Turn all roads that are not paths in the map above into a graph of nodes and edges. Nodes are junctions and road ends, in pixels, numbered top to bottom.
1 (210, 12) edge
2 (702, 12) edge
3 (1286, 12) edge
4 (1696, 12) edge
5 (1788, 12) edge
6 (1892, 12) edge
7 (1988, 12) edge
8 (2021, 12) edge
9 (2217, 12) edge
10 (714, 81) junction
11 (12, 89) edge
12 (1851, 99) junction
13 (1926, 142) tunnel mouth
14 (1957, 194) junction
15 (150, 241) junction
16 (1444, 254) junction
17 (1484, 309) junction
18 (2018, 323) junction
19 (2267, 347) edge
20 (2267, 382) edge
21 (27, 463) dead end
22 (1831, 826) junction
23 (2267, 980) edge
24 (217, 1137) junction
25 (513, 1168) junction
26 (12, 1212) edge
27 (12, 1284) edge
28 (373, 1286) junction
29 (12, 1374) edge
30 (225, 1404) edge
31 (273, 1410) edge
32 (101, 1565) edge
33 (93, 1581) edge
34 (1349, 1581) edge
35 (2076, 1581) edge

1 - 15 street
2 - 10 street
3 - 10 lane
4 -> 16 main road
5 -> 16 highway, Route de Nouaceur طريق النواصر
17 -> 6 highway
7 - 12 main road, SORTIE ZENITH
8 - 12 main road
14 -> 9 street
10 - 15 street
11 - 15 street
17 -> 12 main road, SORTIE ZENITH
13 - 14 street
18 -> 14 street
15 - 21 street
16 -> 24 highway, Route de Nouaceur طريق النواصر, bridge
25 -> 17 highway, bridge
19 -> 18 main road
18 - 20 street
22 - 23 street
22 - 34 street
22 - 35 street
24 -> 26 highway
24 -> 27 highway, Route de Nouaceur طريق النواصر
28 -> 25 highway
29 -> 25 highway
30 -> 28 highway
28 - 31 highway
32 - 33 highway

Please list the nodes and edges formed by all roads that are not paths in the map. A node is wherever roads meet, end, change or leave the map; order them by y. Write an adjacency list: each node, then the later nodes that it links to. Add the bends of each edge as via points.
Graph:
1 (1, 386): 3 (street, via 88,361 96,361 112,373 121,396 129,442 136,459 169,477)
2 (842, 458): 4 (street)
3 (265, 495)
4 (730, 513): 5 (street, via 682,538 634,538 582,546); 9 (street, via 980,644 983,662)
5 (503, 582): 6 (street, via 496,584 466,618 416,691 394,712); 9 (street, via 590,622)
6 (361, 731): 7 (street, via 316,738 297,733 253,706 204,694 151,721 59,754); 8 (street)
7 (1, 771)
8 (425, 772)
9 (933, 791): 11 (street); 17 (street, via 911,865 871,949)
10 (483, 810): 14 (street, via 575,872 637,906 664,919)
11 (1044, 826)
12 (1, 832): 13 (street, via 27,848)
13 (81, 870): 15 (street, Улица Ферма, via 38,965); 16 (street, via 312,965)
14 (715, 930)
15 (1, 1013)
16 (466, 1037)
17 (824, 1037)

= What is needed =
Only the lines from the beginning of the entries through the line bearing "Please list the" should be returned, each exactly as written.

= Response box =
Turn all roads that are not paths in the map above into a graph of nodes and edges. Nodes are junctions and road ends, in pixels, numbered top to bottom.
1 (210, 12) edge
2 (702, 12) edge
3 (1286, 12) edge
4 (1696, 12) edge
5 (1788, 12) edge
6 (1892, 12) edge
7 (1988, 12) edge
8 (2021, 12) edge
9 (2217, 12) edge
10 (714, 81) junction
11 (12, 89) edge
12 (1851, 99) junction
13 (1926, 142) tunnel mouth
14 (1957, 194) junction
15 (150, 241) junction
16 (1444, 254) junction
17 (1484, 309) junction
18 (2018, 323) junction
19 (2267, 347) edge
20 (2267, 382) edge
21 (27, 463) dead end
22 (1831, 826) junction
23 (2267, 980) edge
24 (217, 1137) junction
25 (513, 1168) junction
26 (12, 1212) edge
27 (12, 1284) edge
28 (373, 1286) junction
29 (12, 1374) edge
30 (225, 1404) edge
31 (273, 1410) edge
32 (101, 1565) edge
33 (93, 1581) edge
34 (1349, 1581) edge
35 (2076, 1581) edge

1 - 15 street
2 - 10 street
3 - 10 lane
4 -> 16 main road
5 -> 16 highway, Route de Nouaceur طريق النواصر
17 -> 6 highway
7 - 12 main road, SORTIE ZENITH
8 - 12 main road
14 -> 9 street
10 - 15 street
11 - 15 street
17 -> 12 main road, SORTIE ZENITH
13 - 14 street
18 -> 14 street
15 - 21 street
16 -> 24 highway, Route de Nouaceur طريق النواصر, bridge
25 -> 17 highway, bridge
19 -> 18 main road
18 - 20 street
22 - 23 street
22 - 34 street
22 - 35 street
24 -> 26 highway
24 -> 27 highway, Route de Nouaceur طريق النواصر
28 -> 25 highway
29 -> 25 highway
30 -> 28 highway
28 - 31 highway
32 - 33 highway

Please list the nodes and edges formed by all roads that are not paths in the map. A node is wherever roads meet, end, change or leave the map; order them by y. Write an adjacency list: each node, then the later nodes that it links to. Add the bends of each edge as via points.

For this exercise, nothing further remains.